What do beer bloggers need to know (more) about?

Where in the beer world?

As Alan reported, Elle Potter has been sending out very nice personal invitations to bloggers who have not yet signed up to attend the third Beer Bloggers Conference next month in Indianapolis.

Way back when the BBC was picking the host city for the 2012 I recall indicating that I would attend a conference in St. Louis, Austin (because I told one of the potential local hosts I’d speak, they have barbecue and we can visit relatives) or Indianapolis (only 250 miles, more relatives, who might even let me bring a sleeping bag and toss it on the floor at Sun King Brewing). But then they scheduled it at a time we already have plans, making my decision easy.

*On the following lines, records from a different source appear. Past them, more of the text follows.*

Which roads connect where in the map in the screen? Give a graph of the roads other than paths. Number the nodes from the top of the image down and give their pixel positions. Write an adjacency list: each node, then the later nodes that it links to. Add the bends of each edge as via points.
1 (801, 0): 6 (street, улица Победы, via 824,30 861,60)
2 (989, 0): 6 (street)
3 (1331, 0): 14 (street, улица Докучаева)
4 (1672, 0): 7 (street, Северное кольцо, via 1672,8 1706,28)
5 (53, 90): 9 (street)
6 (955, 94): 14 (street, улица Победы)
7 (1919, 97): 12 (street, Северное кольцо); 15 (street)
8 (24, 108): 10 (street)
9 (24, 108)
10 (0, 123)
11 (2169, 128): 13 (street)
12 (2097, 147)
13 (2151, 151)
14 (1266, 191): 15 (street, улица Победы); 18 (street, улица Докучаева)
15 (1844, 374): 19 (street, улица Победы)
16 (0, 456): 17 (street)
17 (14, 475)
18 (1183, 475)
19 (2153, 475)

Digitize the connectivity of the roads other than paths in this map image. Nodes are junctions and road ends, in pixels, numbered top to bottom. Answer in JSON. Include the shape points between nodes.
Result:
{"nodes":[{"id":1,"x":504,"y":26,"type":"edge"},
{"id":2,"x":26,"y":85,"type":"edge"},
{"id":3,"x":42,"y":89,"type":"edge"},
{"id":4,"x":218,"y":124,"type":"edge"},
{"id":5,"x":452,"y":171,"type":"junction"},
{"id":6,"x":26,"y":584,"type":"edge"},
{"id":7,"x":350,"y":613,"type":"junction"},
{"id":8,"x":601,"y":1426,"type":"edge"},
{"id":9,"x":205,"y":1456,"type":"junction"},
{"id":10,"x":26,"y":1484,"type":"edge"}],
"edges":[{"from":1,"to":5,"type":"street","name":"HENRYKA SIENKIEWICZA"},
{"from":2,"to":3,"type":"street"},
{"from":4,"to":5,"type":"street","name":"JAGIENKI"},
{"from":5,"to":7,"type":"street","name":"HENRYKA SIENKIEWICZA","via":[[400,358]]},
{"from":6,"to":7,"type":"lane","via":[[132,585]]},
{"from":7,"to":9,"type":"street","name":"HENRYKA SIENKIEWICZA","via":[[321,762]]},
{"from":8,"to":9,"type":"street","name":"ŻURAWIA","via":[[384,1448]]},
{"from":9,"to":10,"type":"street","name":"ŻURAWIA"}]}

However, since Elle wrote “having your feedback what might be keeping you from joining this year helps us as we grow with the beer blogging community’s needs in mind” I took a look at the agenda. It’s obviously a great party, and that’s good enough reason to go. But I don’t see much in those content sessions that might improve the quality of the content that appears here. Call me old fashioned but that’s how I’d justify signing up for the party.

So my question for you, although I’m not sure I actually expect any answers, is what should beer bloggers learn in order to get better at blogging? Not better at making money from blogging, or at least scoring free beer. Not better at organizing beer events. Better at regularly publishing posts you want to read.

(OK, the photo has next to nothing to do with the post, but I was looking for a quick party image and this photo taken at the cafe across from the Achouffe brewery in Belgium filled the bill.)

Don’t forget The Session #64: Pale Ale

The SessionThe Session #64 will be in session tomorrow (or June 1, 2012 if you aren’t reading this on May 31).

Carla Companion, the Beer Babe, will host. The topic is Pale Ale. Find two of them, drink them, write about them. It’s that simple.

We’ll be traveling and focused on things other than beer (or at least writing about it). I almost feel I should apologize for being absent, but I look forward to reading the recap next week.

Extreme. Soul. Are we talking about wine or beer?

A) Wine Enthusiast writer and noted blogger Steve Heimoff asks if a wine can have soul.

Perhaps it’s our more jaded, cautious age that does not permit me to do so, in quite that fashion. I find certain wines “fabulous,” “fantastic,” “stellar” and the like. But anthropomorphising wine isn’t my style. On the other hand, “soul” is just a word. I’ve enjoyed many wines that gave me such “a sensorial onslaught as to capture [my] complete and undivided attention.” Whether or not they had “soul,” I will leave to others to determine.

I wouldn’t call soul just a word. Quite honestly, more than six years after I added the tagline “In search of the soul of beer” here I’m still looking and occasionally wondering just what that means. But there’s more to it than trying to find “stellar” beer.

B) If you’ll recall, I’m a fan of Wine Wars, in large part because the book takes the “sideways” view. Author Mike Veseth has announced his next book will be called Extreme Wine (Honest to goodness, I typed beer right after extreme; pure force of habit.)

Where Wine Wars probed the center of the world wine market, Extreme Wines focuses on edges based on the same theory that wine lovers use when they tilt their glasses “sideways” and analyze the liquid’s rim: the forces of change first make themselves visible at the outer limits.

This, of course, is good reason to consider the role of extreme beer. In fact, this table of contents is just waiting for somebody to replace the word wine with beer. And maybe throw in the words barrel-aged, Brettanomyces and hops.

1. X-Wines: In Vino Veritas?
2. Extreme Wine: Best and the Worst
3. The Fame Game: Most Famous, Most Forgotten and Most Infamous
4. Sold Out: Rarest, Most Unusual and Most Ubiquitous
5. Money Wine: Cheapest, Most Expensive and Most Overpriced
6. Extreme Wine Booms and Busts
7. Extreme Wine People
8. Fifteen Minutes: Celebrity Wine
9. [The Medium is the] Message in a Bottle: Television, Film and the Web
10. Around the World in 80 Wines: Extreme Wine Tourism
11. Extreme Wine by the Numbers
12. Tasting Notes from the Edge

The Session #64: Woohoo! A return to style

The SessionCarla Companion, the Beer Babe, has picked the topic for The Session #64 and it is Pale Ale. Find two of them, drink them, write about them. It’s that simple.

The Session has taken many twists and turns since the first one in March of 2007, many of them delightful. But I never would have predicted 64 gatherings in that a) we’d still be doing this, b) we wouldn’t yet have focused on pale ale.

Looking back at Jay Brooks’ archive I see we’ve also somehow overlooked IPA. Oh, my.